Stored data
——————————
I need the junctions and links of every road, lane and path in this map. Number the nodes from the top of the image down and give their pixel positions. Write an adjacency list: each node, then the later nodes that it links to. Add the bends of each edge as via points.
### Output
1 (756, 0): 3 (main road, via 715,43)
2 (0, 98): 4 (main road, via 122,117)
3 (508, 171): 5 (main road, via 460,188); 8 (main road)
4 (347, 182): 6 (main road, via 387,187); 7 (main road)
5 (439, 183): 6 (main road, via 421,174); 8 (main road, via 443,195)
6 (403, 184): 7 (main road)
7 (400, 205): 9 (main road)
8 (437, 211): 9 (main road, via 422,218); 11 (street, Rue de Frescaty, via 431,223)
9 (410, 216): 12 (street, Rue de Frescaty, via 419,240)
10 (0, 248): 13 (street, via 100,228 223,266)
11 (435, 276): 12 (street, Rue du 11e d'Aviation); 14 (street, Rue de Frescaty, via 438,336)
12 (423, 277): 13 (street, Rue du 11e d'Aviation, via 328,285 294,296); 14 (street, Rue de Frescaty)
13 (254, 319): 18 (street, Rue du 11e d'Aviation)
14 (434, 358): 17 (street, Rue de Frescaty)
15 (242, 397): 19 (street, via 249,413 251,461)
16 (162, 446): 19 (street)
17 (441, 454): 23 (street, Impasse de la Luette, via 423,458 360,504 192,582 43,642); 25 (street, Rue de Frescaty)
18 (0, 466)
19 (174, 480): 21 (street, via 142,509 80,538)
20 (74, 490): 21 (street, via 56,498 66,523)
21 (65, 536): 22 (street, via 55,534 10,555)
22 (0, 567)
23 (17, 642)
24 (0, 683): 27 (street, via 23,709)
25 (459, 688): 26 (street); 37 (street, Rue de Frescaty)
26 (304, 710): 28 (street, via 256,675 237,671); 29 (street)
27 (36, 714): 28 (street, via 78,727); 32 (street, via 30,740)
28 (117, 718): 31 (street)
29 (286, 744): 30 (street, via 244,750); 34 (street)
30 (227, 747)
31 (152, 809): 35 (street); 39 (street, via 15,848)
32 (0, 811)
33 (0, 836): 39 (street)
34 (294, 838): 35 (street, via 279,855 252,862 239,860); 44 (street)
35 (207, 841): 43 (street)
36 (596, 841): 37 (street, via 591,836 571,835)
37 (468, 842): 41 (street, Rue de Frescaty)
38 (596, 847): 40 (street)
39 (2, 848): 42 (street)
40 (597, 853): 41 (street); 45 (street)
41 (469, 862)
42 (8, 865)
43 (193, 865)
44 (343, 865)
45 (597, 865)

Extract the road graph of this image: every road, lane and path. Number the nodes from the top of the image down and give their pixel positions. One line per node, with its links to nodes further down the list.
——————————
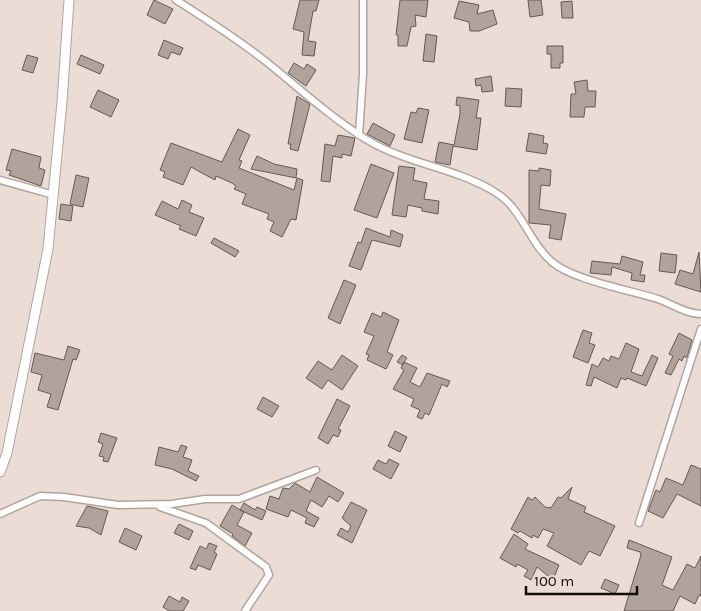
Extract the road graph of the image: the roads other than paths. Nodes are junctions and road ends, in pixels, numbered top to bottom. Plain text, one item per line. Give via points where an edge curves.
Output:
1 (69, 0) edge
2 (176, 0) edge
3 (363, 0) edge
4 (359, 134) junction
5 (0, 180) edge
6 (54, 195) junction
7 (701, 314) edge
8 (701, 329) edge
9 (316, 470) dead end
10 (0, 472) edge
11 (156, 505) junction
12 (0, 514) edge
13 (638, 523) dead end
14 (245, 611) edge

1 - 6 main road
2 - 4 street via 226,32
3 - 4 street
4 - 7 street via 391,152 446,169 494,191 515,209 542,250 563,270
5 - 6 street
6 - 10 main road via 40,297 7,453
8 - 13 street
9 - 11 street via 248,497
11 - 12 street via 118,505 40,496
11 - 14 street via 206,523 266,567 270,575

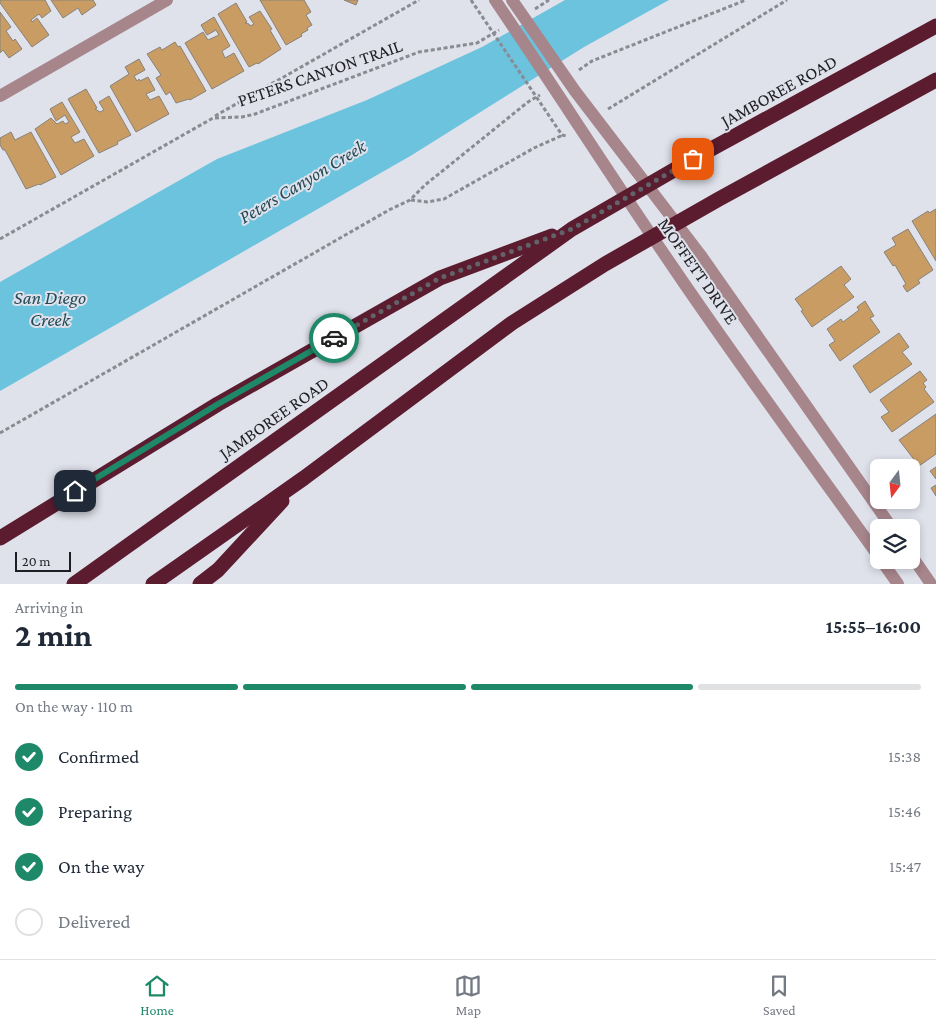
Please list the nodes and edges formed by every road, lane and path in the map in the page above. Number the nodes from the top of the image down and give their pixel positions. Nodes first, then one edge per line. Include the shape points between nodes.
——————————
◆ What needs to be done ◆
What lines in the data hold the word "lane"? Return them.

◆ Response for this exercise ◆
I need the junctions and links of every road, lane and path in this map. Number the nodes from the top of the image down and give their pixel positions. Write an adjacency list: each node, then the later nodes that it links to. Add the bends of each edge as via points.
Extract the road graph of this image: every road, lane and path. Number the nodes from the top of the image down and give their pixel positions. One line per node, with its links to nodes further down the list.
Please list the nodes and edges formed by every road, lane and path in the map in the page above. Number the nodes from the top of the image down and give their pixel positions. Nodes first, then one edge per line. Include the shape points between nodes.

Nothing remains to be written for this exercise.